Pose landmark coordinates:
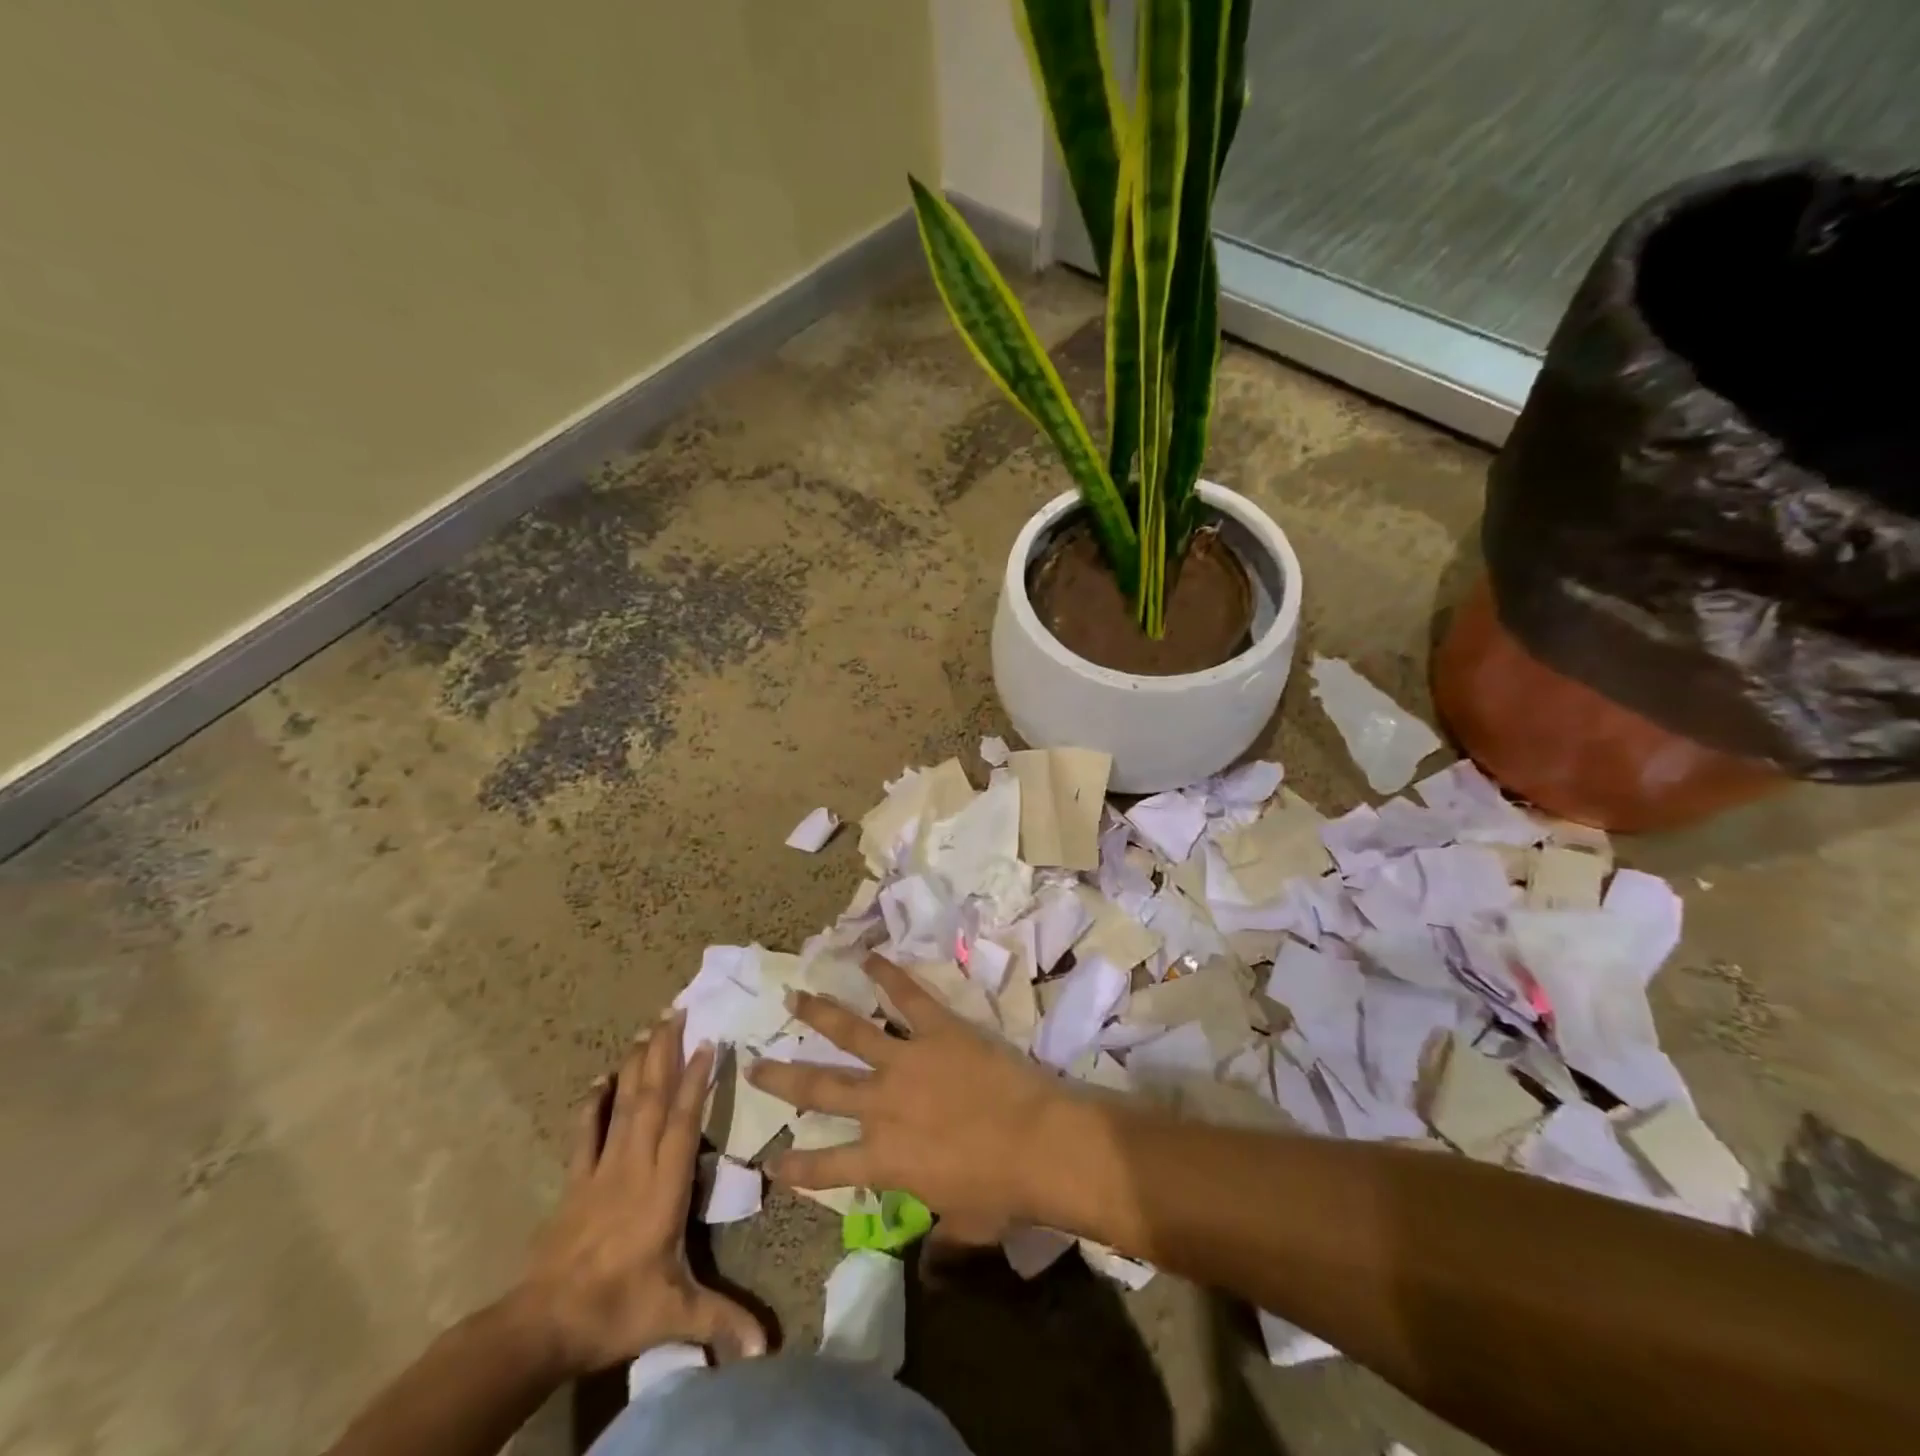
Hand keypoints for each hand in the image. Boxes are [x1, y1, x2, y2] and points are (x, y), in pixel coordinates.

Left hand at [512, 1013, 765, 1375]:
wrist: (540, 1326)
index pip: (683, 1121)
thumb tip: (770, 1349)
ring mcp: (601, 1170)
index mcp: (663, 1187)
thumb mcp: (674, 1315)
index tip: (709, 1041)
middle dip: (666, 1052)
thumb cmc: (615, 1310)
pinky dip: (593, 1103)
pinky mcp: (575, 1182)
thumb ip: (723, 1321)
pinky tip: (600, 1078)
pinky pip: (585, 1133)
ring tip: (648, 1028)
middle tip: (676, 1010)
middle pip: (652, 1098)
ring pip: (624, 1105)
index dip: (697, 1080)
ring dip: (638, 1065)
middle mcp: (635, 1165)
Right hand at [748, 954, 1082, 1242]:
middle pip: (821, 1089)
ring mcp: (907, 1061)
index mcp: (884, 1160)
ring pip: (852, 1032)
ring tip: (793, 997)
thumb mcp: (966, 1228)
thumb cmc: (1002, 1192)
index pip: (827, 1167)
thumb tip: (930, 1271)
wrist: (1038, 1142)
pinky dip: (887, 975)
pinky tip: (868, 956)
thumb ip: (941, 1244)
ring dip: (820, 1013)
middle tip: (753, 1063)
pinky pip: (907, 997)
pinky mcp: (938, 1029)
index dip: (796, 1165)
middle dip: (783, 1078)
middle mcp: (882, 1106)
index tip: (769, 1160)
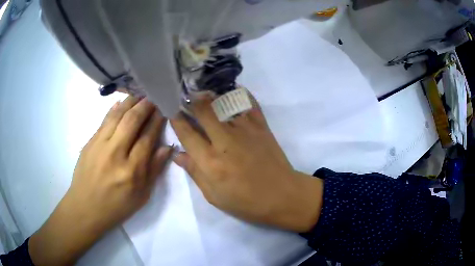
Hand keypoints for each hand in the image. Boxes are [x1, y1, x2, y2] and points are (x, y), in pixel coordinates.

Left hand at [29, 96, 172, 265]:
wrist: (86, 208)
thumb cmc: (116, 206)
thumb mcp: (141, 196)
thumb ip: (154, 170)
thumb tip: (167, 147)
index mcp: (132, 171)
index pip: (147, 138)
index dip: (157, 121)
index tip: (164, 109)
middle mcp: (115, 153)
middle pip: (132, 121)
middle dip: (145, 105)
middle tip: (154, 96)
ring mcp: (99, 145)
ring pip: (117, 116)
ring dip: (130, 102)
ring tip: (139, 94)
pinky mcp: (89, 143)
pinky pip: (104, 121)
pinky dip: (114, 109)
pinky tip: (120, 102)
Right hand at [171, 95, 322, 231]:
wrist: (282, 196)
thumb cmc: (246, 202)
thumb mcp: (214, 196)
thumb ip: (195, 173)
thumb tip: (178, 154)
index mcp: (211, 162)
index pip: (186, 134)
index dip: (176, 120)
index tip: (170, 111)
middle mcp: (225, 141)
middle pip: (203, 111)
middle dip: (191, 101)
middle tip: (185, 98)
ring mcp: (245, 130)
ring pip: (223, 103)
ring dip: (210, 96)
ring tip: (203, 92)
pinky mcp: (262, 126)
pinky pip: (249, 103)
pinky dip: (239, 94)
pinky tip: (232, 90)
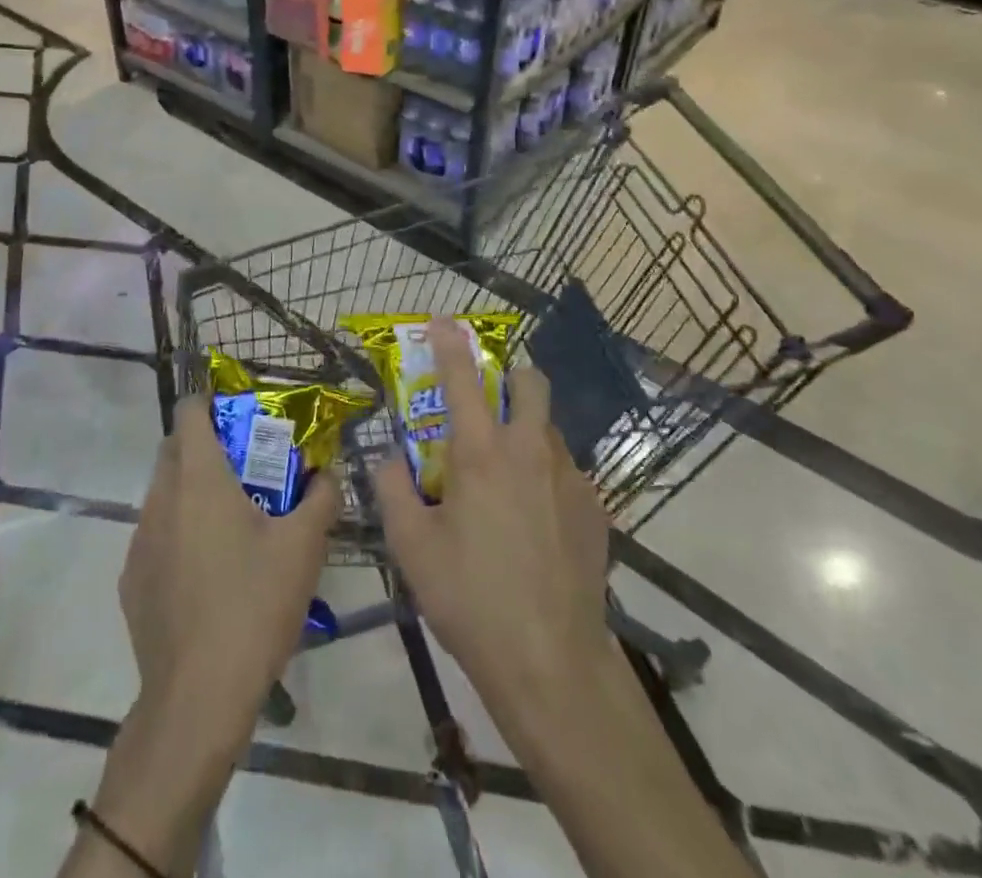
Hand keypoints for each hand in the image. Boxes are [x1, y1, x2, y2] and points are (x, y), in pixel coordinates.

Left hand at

- **Task details**: The output is the lines from the start of the data above through the line containing "middle pip: (652, 1098)", unchanged, with any picture left out.

- **Solution for this problem**:
Hand keypoints for each hand in the image. Boxes are [x1, y1, x2, y2] and points are (x, y), in pixel coordinates.

Left hand at [512, 1013, 765, 1375]:
wrist: (540, 1326)
index pip: (683, 1121)
thumb tip: (770, 1349)
ring mcp: (601, 1170)
index mcp: (663, 1187)
thumb mcp: (674, 1315)
index tip: (709, 1041)
middle dip: (666, 1052)
thumb cmc: (615, 1310)
pinky dip: (593, 1103)
pinky mcp: (575, 1182)
thumb ip: (723, 1321)
pinky tip: (600, 1078)
pinky pip: (585, 1133)
ring tip: (648, 1028)
middle tip: (676, 1010)
middle pip: (652, 1098)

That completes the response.